The Ultimate Guide to Trucking Business Loans

If you’re a trucking business owner, you’re likely trying to establish a competitive advantage in any way you can. But as you probably know, the most successful trucking companies are the ones that can quickly expand.

Fortunately, by applying for a trucking business loan, you’ll have access to the additional working capital that you need. In this post, we’ll explain how you can utilize a small business loan to grow your trucking business.

Trucking Business Finance Options and How to Select a Financing Product for Your Business:

Although this post will primarily focus on trucking business loans, there are many types of financing options that you can consider. This includes business lines of credit, merchant cash advances, equipment financing, and business credit cards.

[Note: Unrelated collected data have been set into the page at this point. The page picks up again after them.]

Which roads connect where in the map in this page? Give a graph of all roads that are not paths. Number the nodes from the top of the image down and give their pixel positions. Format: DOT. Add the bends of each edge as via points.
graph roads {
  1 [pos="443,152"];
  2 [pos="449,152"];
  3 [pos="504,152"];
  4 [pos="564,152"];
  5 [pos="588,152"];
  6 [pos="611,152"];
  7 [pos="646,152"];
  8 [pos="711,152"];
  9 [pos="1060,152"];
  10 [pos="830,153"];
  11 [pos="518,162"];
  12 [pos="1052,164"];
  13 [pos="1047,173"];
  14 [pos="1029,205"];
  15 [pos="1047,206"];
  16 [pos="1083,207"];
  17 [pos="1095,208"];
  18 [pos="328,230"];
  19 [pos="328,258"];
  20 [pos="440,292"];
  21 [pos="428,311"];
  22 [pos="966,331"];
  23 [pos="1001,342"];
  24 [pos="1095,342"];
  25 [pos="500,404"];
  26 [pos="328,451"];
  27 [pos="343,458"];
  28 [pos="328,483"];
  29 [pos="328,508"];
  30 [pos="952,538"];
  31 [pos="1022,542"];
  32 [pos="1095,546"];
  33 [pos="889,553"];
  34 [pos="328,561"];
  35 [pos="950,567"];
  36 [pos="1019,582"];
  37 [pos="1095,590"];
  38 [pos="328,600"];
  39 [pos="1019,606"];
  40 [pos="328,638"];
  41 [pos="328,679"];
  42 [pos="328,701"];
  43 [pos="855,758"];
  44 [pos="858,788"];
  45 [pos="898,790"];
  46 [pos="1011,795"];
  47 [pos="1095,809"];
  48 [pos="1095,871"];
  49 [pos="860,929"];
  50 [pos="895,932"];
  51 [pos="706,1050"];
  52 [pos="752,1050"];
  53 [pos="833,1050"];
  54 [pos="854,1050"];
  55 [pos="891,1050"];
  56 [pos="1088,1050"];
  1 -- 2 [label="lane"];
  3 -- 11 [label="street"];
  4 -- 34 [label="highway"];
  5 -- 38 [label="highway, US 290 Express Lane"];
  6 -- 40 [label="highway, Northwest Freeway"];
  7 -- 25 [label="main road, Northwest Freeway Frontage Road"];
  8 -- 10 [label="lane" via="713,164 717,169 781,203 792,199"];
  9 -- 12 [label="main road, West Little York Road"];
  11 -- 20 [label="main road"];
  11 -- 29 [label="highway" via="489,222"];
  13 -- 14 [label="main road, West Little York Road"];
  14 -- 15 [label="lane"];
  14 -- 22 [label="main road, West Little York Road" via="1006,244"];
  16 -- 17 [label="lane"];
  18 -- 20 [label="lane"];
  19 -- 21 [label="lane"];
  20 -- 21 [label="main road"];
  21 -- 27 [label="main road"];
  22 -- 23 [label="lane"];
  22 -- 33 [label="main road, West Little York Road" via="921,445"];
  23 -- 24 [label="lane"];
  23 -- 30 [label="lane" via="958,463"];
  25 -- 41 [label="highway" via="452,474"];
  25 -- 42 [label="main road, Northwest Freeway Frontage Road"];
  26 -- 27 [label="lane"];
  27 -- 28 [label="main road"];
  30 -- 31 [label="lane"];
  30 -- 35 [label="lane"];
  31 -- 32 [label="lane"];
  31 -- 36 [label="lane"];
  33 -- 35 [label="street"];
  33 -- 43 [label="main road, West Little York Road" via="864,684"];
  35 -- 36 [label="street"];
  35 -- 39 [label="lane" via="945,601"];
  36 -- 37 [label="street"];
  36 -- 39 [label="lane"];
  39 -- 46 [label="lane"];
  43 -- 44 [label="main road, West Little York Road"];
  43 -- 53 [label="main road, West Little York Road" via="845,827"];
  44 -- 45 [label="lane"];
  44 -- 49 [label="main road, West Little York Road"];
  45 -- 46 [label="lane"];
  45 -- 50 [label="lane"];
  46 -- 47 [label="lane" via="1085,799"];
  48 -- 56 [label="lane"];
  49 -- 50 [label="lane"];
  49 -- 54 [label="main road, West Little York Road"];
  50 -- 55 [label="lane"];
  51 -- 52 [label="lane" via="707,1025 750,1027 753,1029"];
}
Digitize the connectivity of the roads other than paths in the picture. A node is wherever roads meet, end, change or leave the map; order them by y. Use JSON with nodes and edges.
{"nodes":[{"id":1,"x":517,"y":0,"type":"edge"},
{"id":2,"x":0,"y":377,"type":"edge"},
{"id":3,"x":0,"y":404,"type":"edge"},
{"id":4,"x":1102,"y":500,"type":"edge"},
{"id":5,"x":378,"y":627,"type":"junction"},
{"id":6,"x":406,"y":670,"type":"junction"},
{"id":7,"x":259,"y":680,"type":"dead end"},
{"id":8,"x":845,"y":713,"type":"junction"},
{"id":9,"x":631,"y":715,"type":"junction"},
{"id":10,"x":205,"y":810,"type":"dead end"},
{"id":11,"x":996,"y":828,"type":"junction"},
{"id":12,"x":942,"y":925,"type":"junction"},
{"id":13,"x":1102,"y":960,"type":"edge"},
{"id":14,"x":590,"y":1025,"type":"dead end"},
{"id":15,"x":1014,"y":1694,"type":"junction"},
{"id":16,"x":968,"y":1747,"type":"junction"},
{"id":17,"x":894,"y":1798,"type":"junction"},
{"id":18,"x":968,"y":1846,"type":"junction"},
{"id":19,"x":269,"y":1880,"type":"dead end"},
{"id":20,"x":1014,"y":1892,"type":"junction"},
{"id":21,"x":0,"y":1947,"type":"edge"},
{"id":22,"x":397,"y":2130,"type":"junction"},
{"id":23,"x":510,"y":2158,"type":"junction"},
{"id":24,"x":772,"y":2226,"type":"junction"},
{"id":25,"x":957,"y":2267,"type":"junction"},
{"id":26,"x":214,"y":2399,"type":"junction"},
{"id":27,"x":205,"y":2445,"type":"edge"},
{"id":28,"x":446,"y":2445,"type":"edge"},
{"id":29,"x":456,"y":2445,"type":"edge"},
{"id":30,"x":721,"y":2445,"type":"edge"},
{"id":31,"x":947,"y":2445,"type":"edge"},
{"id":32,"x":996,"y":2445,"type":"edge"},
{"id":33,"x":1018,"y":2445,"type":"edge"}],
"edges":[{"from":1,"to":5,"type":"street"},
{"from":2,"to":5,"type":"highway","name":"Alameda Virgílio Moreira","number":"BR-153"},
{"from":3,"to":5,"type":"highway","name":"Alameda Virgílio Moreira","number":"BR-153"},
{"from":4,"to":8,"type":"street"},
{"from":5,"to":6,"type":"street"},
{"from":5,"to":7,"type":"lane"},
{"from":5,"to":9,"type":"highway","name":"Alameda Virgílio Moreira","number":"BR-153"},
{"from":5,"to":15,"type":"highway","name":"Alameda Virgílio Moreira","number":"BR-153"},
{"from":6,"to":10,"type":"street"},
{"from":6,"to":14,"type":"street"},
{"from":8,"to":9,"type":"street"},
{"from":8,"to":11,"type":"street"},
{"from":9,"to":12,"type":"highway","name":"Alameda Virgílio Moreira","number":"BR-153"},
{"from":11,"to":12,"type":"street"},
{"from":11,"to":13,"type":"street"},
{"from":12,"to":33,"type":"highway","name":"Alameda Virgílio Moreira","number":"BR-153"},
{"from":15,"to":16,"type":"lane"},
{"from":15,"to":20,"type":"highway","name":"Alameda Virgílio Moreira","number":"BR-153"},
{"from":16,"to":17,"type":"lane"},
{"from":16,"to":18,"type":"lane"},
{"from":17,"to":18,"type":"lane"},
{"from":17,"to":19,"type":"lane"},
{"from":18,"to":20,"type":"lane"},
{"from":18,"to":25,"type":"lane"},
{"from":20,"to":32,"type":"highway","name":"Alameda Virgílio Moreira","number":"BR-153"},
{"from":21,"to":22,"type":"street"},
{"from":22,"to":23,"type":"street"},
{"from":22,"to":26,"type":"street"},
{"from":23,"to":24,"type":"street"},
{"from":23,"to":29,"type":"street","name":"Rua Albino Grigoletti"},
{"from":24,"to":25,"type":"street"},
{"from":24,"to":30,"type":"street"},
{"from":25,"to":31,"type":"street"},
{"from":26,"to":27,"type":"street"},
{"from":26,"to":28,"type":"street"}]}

Before you submit a financing application, make sure you weigh all your options. While most trucking business owners pursue term loans, you should review other financing products as well.

When you review financing options, you should also find out the typical length of their application process. This is especially the case if you need financing as soon as possible. While some alternative lenders can provide approvals within 24 hours, some banks can take weeks or even months to get back to applicants.

Another aspect to consider when reviewing trucking business finance options is the application prerequisites. For example, some lenders will have a time in business requirement. Most financing providers will want to review your credit score, and they may want to review your bank statements. In addition to being able to qualify, these figures could affect the repayment terms and interest rates you’re given.

How to Use a Trucking Business Loan:

1. Expand Your Fleet

According to recent research from the American Transportation Research Institute, trucking companies with large fleets typically earn a greater return on their investment. In addition to saving on the cost of shipping per mile, larger companies can also save on equipment, permits, insurance, fuel, tolls, and other costs.

If you currently have a limited number of trucks, you may find yourself having to turn down jobs, which can hurt your bottom line. By expanding your fleet, you can take on more jobs, which will increase your revenues. Developing your fleet early is essential for successfully positioning yourself in this very competitive industry.

2. Hire More Drivers

Having enough drivers is necessary for your trucking business to succeed. Sadly, there are many costs of hiring drivers that will need to be paid prior to them starting their jobs.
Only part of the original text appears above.